Member of Parliament for East Kilbride and Strathaven
- Incumbent
- Assumed office 4 July 2024
- Preceded by: Lisa Cameron
- Majority: 9,057 (19.4%)

Member of Lewisham London Borough Council for Lewisham Central
- In office 22 May 2014 – 5 May 2022

Personal details
- Born: 1985 or 1986 (age 39–40) Glasgow, Scotland
- Party: Labour
- Other political affiliations: Independent (2026)
- Spouse: David Taylor
- Children: 2
- Alma mater: University of Glasgow (MA)

= Joani Reid =

British politician

Joani Reid (born 1985/1986) is a British politician who has served as the Member of Parliament (MP) for East Kilbride and Strathaven for Scottish Labour since 2024.

==Early life==
Reid was born in 1985 or 1986 in Glasgow, Scotland, where she was also raised. Reid is a granddaughter of the Scottish trade unionist Jimmy Reid. She studied politics and philosophy at the University of Glasgow, then went to London for a masters' degree in public policy and management. She worked as a policy manager at the Academy of Medical Royal Colleges.

==Political career==

=== Local government ===
Reid was a councillor for the Lewisham Central ward in Lewisham for eight years from 2014 and served as Cabinet Member for Safer Communities.

=== House of Commons ===
Reid was selected as the Labour candidate for East Kilbride and Strathaven in February 2023 and elected to the House of Commons at the 2024 general election. Reid has served as a member of the Home Affairs Select Committee since October 2024. She is Chair of the All-Party Parliamentary Group Against Antisemitism.

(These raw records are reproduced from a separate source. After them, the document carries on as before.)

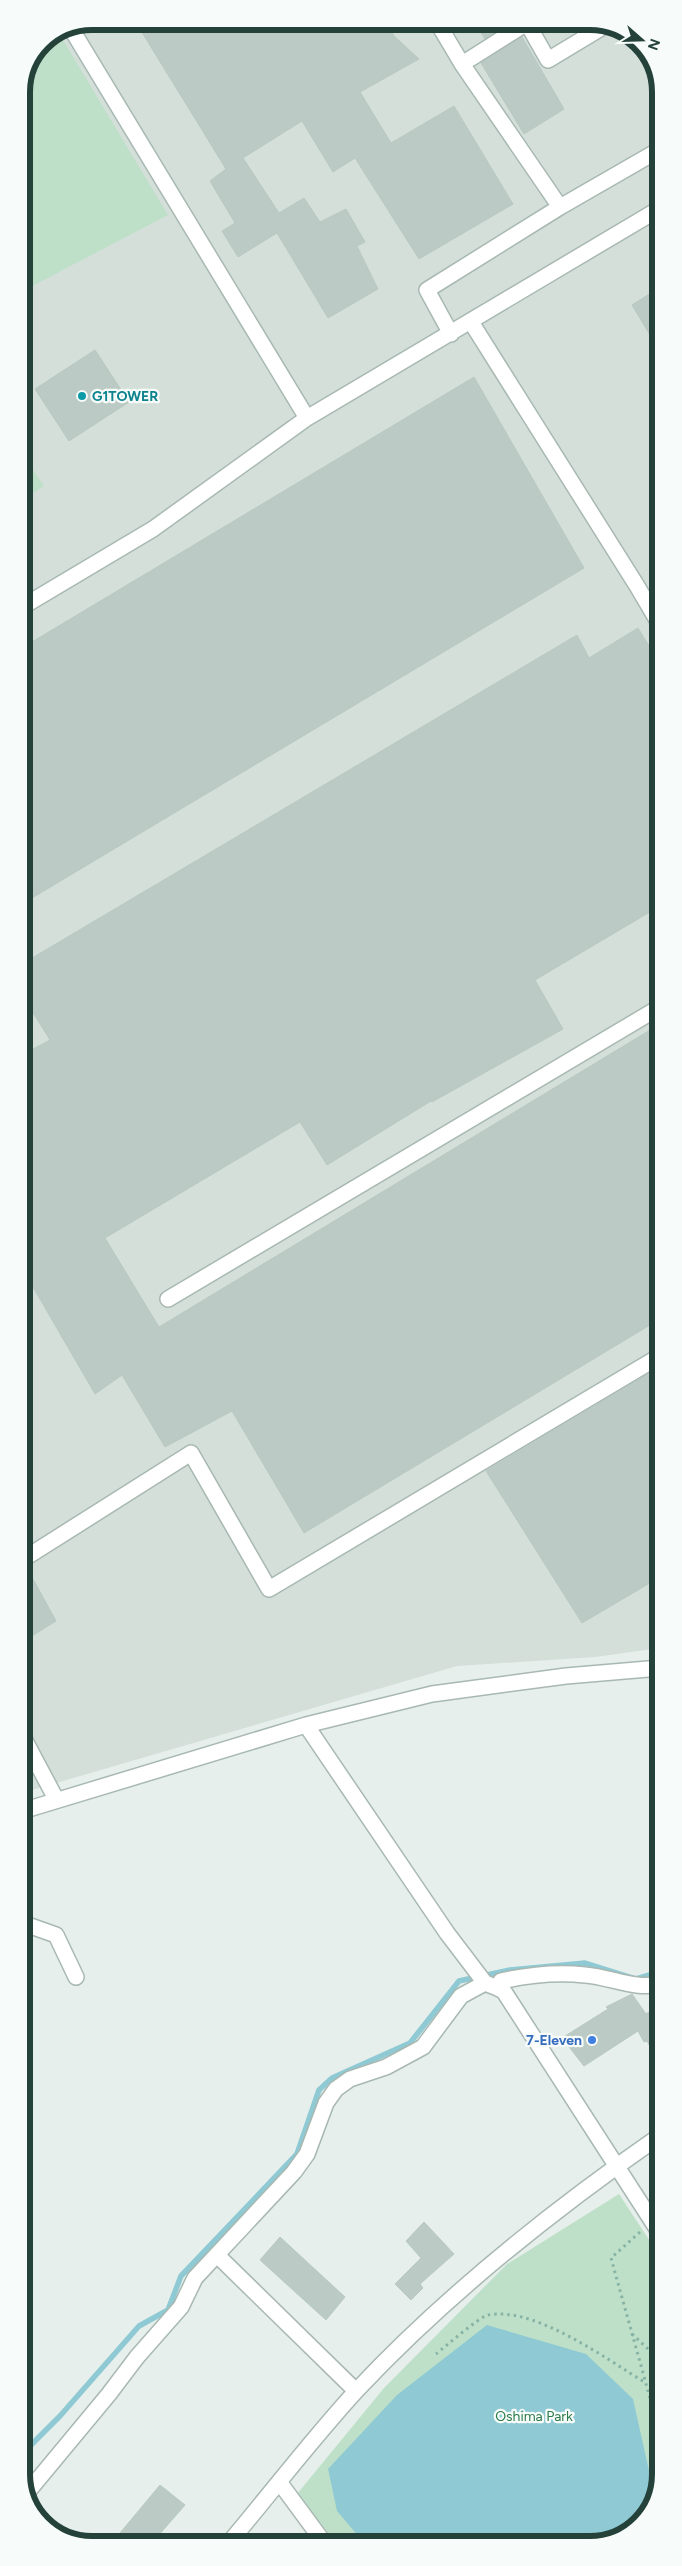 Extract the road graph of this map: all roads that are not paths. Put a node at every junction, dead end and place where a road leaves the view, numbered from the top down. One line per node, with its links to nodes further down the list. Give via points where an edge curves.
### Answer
1 (442, 30): 6 (street)
2 (516, 30): 6 (street)
3 (531, 30): 4 (street, via 548,60)
4 (597, 30)
5 (74, 33): 12 (street)
6 (462, 64): 8 (street)
7 (652, 154): 8 (street)
8 (560, 208): 11 (street, via 427,290)
9 (652, 213): 10 (street)
10 (471, 322): 11 (street); 14 (street)
11 (452, 334): 12 (street)
12 (307, 418): 13 (street, via 153,529)
13 (30, 602)
14 (652, 611)
15 (652, 1013): 16 (street)
16 (168, 1300)
17 (652, 1361): 18 (street, via 269,1589 190,1454)
18 (30, 1555)
19 (652, 1669): 20 (street, via 566,1676 432,1694)
20 (306, 1725): 22 (street); 26 (street, via 446,1933)
21 (30, 1750): 22 (street)
22 (56, 1799): 23 (street)
23 (30, 1808)
24 (30, 1926): 25 (street, via 56,1935)
25 (76, 1977)
26 (484, 1982): 28 (street); 32 (street, via 461,1996 423,2047 386,2068 350,2079 336,2089 326,2103 308,2154)
27 (652, 1986): 28 (street, via 585,1975 524,1976 501,1981)
28 (499, 1989): 30 (street)
29 (652, 2141): 30 (street)
30 (615, 2166): 31 (street); 33 (street, via 499,2257 419,2328)
31 (652, 2222)
32 (217, 2255): 33 (street); 35 (street, via 195,2278 182,2307 137,2357)
33 (356, 2391): 34 (street)
34 (280, 2482): 36 (street); 37 (street)
35 (31, 2488)
36 (235, 2536)
37 (319, 2536)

In 2025, Reid wrote for both the Daily Record to criticise Nicola Sturgeon's support for transgender rights and in LabourList to celebrate the Supreme Court decision on the Equality Act's definitions of man and woman. In October 2025, she faced criticism from Scottish National Party politicians and local councillors after stating that their party had "turned Glasgow into a sanctuary for asylum seekers through their own virtue-signalling policies". Reid was also a member of the Armed Forces Parliamentary Scheme (AFPS), but resigned after a visit to HMNB Clyde in January 2025.

====Husband's arrest in March 2026====
Reid's husband, David Taylor, was arrested in March 2026 on suspicion of spying for China. In response to the arrest, Reid denied having any connection with her husband's business activities or with China. Reid resigned the Labour Party whip on 5 March 2026. However, on 30 July, she had her whip restored.

It was later announced that she had received £2,400 from Taylor's firm just three weeks before his arrest. On 1 April 2026, the Financial Times reported that an internal investigation by the Royal Navy revealed Reid had exchanged flirtatious messages with the captain of a nuclear armed submarine, and it was alleged that she had been intoxicated and behaved inappropriately during a visit to HMNB Clyde in January 2025.

==Personal life==
Reid is married to David Taylor, a former special adviser to the Wales Office, and has two children. Taylor was appointed head of programmes at the Asia House think tank in September 2024. In 2016, he was the Labour candidate for North Wales Police and Crime Commissioner.